**Your instructions**
For every line in the records below that holds "GAUCHOS", make a copy.

**Source data**
Start of Block
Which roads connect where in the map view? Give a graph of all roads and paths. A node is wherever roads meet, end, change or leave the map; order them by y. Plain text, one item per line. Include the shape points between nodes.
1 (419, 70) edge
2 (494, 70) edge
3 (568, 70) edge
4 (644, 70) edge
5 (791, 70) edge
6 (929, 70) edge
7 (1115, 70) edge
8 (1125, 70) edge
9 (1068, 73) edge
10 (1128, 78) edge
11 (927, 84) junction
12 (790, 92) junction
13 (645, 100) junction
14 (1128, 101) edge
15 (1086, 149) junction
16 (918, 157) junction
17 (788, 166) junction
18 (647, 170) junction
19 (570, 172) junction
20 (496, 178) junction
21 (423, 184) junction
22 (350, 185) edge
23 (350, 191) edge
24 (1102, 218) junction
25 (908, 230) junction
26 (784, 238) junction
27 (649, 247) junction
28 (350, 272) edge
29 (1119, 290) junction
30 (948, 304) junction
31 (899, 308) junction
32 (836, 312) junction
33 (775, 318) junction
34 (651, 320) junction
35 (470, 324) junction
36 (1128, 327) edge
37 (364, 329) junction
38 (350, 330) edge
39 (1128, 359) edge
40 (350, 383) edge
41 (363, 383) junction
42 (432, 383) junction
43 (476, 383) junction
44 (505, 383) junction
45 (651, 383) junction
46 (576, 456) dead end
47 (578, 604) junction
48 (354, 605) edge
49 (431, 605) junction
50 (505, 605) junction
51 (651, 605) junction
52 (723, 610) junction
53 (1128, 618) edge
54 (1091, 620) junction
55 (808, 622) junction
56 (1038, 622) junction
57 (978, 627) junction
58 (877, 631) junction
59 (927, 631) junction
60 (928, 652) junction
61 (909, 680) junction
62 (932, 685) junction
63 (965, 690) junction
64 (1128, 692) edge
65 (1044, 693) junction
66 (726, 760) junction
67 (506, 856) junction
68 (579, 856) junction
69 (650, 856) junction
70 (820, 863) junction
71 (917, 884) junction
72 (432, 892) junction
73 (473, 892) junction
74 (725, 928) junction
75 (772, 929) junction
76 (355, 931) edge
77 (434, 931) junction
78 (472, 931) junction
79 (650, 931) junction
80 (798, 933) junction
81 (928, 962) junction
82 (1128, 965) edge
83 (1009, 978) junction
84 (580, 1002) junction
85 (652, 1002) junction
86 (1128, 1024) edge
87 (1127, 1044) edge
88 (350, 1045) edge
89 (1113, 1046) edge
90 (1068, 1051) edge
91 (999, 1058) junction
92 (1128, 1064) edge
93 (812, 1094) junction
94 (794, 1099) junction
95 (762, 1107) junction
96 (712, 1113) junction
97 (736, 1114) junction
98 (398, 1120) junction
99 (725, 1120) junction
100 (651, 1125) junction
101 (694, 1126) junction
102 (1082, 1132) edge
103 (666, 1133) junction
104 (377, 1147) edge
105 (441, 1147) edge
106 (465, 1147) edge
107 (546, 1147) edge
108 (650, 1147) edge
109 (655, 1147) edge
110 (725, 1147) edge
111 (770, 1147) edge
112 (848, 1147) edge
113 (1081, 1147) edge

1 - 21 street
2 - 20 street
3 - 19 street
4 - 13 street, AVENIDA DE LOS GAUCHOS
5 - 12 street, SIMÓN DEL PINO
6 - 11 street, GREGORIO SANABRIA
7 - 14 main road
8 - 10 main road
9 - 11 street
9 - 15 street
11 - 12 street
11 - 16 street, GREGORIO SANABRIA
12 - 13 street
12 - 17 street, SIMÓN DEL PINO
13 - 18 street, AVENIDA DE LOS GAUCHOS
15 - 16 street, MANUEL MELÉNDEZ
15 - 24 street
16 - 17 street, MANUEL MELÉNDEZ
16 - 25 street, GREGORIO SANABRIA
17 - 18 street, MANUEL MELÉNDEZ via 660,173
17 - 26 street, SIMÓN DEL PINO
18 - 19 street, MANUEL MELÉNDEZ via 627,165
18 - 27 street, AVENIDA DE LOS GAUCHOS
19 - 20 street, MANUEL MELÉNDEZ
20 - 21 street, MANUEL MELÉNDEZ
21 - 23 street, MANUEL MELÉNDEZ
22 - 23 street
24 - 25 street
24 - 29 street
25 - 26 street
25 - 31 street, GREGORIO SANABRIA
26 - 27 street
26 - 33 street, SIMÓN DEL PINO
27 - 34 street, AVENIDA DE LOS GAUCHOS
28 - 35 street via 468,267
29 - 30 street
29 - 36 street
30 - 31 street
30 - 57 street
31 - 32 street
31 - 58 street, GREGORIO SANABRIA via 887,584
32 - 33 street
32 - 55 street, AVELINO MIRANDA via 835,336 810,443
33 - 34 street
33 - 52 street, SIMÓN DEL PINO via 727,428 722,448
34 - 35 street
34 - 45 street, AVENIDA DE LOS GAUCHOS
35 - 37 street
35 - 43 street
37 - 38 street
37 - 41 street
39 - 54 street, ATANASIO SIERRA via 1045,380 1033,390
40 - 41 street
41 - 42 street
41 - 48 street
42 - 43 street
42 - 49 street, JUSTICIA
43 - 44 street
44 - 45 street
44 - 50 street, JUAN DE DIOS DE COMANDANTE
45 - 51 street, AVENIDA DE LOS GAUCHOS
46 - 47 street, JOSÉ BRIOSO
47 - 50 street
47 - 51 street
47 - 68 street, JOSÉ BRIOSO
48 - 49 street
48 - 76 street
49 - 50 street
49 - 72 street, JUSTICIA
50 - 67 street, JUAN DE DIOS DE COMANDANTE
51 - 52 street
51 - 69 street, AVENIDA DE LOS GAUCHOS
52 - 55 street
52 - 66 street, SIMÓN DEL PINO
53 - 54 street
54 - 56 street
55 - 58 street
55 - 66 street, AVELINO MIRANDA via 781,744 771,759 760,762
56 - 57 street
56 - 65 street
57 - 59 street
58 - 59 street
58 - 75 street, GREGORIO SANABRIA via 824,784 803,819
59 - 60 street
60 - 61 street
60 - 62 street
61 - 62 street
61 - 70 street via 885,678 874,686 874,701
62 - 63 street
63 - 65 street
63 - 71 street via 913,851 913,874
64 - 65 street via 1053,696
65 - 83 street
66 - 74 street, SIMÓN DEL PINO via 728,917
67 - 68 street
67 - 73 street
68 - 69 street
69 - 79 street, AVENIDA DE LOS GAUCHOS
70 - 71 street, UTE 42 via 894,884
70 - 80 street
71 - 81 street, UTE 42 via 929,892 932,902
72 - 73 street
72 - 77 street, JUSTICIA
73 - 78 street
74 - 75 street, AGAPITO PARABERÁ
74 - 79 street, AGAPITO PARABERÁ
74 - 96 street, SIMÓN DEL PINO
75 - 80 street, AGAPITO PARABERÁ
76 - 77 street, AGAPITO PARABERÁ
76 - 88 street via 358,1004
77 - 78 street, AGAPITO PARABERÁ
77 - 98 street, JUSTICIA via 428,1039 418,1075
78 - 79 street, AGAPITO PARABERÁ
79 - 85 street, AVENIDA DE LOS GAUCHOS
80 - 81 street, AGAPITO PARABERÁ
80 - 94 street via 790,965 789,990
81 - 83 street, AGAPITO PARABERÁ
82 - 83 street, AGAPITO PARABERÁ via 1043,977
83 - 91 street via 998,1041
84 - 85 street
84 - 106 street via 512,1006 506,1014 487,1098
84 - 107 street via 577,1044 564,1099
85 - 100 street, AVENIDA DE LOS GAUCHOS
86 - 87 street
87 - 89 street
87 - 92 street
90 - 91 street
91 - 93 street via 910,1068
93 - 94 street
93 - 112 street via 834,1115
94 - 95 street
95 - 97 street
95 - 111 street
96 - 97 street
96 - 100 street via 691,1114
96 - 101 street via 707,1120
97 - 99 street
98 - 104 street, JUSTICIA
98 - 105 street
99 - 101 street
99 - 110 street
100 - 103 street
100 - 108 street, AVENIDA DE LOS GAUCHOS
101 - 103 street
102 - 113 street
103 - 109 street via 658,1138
End of Block
**Result for this exercise**
4 - 13 street, AVENIDA DE LOS GAUCHOS
13 - 18 street, AVENIDA DE LOS GAUCHOS
18 - 27 street, AVENIDA DE LOS GAUCHOS
27 - 34 street, AVENIDA DE LOS GAUCHOS
34 - 45 street, AVENIDA DE LOS GAUCHOS
45 - 51 street, AVENIDA DE LOS GAUCHOS
51 - 69 street, AVENIDA DE LOS GAUCHOS
69 - 79 street, AVENIDA DE LOS GAUCHOS
79 - 85 street, AVENIDA DE LOS GAUCHOS
85 - 100 street, AVENIDA DE LOS GAUCHOS
100 - 108 street, AVENIDA DE LOS GAUCHOS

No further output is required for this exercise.